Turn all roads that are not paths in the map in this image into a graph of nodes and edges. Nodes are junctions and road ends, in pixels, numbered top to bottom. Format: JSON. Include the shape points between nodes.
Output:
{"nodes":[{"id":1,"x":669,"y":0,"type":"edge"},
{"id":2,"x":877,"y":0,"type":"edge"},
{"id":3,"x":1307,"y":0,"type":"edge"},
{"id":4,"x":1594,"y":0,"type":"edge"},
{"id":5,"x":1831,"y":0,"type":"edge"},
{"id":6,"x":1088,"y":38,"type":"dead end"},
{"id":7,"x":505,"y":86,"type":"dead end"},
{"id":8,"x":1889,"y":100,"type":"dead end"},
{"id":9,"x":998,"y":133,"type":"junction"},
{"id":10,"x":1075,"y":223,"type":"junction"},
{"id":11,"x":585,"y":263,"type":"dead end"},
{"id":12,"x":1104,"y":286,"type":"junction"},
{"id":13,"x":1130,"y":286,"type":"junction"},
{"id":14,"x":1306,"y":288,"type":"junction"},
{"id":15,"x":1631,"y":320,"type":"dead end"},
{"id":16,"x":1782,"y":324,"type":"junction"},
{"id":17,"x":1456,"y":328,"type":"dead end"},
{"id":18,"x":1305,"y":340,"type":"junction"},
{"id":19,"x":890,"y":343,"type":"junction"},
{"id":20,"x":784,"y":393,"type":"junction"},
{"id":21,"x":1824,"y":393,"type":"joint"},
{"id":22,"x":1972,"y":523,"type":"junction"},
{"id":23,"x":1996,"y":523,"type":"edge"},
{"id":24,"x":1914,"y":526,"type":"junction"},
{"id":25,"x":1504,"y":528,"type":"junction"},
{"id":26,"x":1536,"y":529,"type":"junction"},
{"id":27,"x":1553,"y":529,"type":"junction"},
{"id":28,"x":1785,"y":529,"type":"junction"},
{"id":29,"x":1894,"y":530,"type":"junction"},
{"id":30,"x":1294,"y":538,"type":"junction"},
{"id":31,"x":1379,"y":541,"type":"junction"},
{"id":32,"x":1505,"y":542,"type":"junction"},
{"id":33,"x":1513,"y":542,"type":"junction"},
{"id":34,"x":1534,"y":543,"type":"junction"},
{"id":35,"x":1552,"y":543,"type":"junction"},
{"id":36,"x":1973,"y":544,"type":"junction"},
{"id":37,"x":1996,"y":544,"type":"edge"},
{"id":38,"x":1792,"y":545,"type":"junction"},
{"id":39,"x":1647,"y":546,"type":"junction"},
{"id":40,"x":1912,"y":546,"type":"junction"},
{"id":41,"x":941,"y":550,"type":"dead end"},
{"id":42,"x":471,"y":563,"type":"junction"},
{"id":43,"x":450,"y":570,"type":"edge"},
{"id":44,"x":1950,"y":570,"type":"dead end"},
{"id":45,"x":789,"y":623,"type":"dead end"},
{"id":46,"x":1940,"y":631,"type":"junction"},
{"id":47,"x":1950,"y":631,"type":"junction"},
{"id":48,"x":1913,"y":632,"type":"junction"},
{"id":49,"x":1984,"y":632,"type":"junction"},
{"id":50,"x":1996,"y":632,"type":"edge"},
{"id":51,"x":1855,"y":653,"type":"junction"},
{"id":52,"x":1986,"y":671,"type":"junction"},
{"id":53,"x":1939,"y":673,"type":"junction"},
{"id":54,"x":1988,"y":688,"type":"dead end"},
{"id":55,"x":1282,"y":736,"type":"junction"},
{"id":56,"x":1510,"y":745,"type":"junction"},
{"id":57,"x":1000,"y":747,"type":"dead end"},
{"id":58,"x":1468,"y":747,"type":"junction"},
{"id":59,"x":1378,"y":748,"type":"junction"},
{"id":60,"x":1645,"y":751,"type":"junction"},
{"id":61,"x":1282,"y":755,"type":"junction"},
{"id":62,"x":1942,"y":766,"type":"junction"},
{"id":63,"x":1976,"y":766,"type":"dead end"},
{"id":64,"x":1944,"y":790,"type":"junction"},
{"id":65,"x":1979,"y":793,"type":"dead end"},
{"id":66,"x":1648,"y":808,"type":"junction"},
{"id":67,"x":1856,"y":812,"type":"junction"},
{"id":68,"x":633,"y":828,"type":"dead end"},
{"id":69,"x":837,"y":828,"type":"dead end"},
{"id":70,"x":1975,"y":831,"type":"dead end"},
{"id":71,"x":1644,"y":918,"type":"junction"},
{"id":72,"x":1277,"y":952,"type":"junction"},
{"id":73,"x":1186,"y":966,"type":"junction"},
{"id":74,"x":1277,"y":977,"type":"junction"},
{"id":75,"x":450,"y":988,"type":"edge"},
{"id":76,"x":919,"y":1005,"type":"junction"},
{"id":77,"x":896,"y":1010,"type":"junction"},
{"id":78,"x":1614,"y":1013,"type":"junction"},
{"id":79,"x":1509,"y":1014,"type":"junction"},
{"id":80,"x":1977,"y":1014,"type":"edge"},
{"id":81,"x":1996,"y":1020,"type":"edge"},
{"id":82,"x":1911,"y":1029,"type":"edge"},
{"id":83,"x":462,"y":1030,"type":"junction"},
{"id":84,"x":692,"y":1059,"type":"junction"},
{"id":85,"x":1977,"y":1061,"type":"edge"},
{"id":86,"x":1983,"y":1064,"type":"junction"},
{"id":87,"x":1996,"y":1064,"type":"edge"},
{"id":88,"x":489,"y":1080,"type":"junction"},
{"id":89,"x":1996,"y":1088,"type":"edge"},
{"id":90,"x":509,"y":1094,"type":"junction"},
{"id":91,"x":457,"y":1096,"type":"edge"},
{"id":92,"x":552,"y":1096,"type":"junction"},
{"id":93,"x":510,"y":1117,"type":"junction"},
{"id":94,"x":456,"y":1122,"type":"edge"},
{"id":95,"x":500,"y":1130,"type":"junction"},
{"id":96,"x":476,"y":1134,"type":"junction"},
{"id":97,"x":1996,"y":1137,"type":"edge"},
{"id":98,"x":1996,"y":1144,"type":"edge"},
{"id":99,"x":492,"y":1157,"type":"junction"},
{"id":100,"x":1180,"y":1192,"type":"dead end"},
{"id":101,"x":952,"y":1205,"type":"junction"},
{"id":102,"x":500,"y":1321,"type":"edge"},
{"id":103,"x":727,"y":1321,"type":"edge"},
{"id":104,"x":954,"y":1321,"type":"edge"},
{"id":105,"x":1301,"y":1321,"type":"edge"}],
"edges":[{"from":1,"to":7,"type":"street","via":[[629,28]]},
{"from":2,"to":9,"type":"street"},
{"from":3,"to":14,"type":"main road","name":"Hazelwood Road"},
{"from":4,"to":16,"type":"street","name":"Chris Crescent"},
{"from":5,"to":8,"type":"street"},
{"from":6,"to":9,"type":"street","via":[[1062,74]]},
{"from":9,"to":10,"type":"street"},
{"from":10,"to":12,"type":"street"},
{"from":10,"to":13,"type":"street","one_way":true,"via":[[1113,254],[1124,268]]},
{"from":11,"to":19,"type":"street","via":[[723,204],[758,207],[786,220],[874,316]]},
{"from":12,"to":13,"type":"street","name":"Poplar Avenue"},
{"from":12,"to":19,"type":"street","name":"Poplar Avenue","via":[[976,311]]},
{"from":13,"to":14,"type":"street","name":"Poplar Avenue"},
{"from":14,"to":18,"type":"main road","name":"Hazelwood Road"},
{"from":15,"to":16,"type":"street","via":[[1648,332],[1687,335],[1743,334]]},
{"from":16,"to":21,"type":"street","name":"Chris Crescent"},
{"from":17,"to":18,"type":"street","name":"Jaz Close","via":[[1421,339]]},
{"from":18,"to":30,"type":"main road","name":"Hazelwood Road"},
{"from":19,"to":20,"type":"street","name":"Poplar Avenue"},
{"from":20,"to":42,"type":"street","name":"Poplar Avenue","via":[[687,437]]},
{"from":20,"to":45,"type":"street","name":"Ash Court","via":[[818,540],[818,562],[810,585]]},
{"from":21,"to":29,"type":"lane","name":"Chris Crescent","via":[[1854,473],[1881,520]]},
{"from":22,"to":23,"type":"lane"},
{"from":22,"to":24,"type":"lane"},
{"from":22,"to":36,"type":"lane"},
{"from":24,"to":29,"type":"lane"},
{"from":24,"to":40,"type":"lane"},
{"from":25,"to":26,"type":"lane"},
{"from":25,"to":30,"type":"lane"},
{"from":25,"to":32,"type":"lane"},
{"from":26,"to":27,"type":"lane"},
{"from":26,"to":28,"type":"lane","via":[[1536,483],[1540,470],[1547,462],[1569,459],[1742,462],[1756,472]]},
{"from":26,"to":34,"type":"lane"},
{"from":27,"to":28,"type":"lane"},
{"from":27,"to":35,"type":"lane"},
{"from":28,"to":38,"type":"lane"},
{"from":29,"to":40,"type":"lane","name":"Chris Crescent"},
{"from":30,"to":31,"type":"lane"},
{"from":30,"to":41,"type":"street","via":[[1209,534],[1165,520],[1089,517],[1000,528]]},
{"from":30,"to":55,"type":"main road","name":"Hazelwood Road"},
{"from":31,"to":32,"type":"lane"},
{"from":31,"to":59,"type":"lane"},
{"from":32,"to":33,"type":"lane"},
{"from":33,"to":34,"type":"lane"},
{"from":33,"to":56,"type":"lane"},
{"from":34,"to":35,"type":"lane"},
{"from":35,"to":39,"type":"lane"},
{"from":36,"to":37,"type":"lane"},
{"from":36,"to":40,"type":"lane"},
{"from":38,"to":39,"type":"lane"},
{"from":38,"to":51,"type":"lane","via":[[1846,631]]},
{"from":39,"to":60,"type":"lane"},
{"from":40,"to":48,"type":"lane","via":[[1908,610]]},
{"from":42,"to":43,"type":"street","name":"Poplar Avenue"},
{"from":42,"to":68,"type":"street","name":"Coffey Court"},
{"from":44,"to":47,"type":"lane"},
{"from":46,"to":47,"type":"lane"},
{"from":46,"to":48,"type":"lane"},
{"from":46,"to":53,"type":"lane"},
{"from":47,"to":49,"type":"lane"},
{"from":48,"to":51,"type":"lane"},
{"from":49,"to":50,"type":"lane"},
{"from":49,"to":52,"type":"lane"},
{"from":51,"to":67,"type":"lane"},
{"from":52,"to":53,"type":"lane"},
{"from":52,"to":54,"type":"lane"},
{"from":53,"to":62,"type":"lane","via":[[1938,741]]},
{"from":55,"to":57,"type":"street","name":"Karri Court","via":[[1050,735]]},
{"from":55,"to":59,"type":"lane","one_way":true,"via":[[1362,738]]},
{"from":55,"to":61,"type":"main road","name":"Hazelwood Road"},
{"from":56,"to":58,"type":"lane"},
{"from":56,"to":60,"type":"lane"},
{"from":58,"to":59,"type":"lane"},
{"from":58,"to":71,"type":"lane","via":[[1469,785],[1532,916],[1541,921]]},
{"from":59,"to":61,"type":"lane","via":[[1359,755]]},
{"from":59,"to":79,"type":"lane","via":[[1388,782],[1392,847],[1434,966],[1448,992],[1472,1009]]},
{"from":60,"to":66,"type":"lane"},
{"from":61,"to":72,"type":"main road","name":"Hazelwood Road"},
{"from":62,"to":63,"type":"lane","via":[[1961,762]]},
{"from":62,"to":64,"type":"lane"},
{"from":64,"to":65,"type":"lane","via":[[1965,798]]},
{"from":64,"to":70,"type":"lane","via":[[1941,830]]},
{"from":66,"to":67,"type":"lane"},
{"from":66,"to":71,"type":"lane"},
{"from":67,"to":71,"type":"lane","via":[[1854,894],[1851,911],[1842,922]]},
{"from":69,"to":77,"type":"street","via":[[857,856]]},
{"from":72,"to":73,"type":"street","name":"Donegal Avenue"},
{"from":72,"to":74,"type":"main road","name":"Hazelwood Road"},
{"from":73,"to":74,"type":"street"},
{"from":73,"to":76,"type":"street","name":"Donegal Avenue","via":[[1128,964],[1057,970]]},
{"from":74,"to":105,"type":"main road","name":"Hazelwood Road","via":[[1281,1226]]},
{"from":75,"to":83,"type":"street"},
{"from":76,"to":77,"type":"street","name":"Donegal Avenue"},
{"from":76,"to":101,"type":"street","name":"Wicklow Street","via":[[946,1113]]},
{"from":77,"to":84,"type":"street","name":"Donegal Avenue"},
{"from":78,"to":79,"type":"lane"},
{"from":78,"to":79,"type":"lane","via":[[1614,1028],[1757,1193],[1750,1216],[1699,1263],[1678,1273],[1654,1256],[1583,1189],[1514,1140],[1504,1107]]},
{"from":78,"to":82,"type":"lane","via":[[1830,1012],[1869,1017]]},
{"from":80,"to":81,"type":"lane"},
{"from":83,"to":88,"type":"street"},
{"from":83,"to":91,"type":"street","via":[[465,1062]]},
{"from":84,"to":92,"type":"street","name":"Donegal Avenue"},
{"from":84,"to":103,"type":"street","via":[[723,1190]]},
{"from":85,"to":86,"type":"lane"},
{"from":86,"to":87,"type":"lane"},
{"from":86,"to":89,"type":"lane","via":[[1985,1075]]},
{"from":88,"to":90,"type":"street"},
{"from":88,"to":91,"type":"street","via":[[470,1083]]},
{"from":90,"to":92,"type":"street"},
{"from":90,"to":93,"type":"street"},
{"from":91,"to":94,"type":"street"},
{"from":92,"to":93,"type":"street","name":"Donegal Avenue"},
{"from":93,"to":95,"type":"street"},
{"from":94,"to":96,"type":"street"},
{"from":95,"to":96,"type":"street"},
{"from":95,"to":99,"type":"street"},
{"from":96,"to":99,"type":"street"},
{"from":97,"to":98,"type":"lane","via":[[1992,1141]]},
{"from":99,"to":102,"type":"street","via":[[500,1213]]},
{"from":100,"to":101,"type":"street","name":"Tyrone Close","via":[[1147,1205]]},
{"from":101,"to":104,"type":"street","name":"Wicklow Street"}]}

YOUR INSTRUCTIONS:
Go through the material and report each line that holds the string "Chris".

ANSWER TO THIS PROBLEM:
{"from":4,"to":16,"type":"street","name":"Chris Crescent"},
{"from":16,"to":21,"type":"street","name":"Chris Crescent"},
{"from":21,"to":29,"type":"lane","name":"Chris Crescent","via":[[1854,473],[1881,520]]},
{"from":29,"to":40,"type":"lane","name":"Chris Crescent"},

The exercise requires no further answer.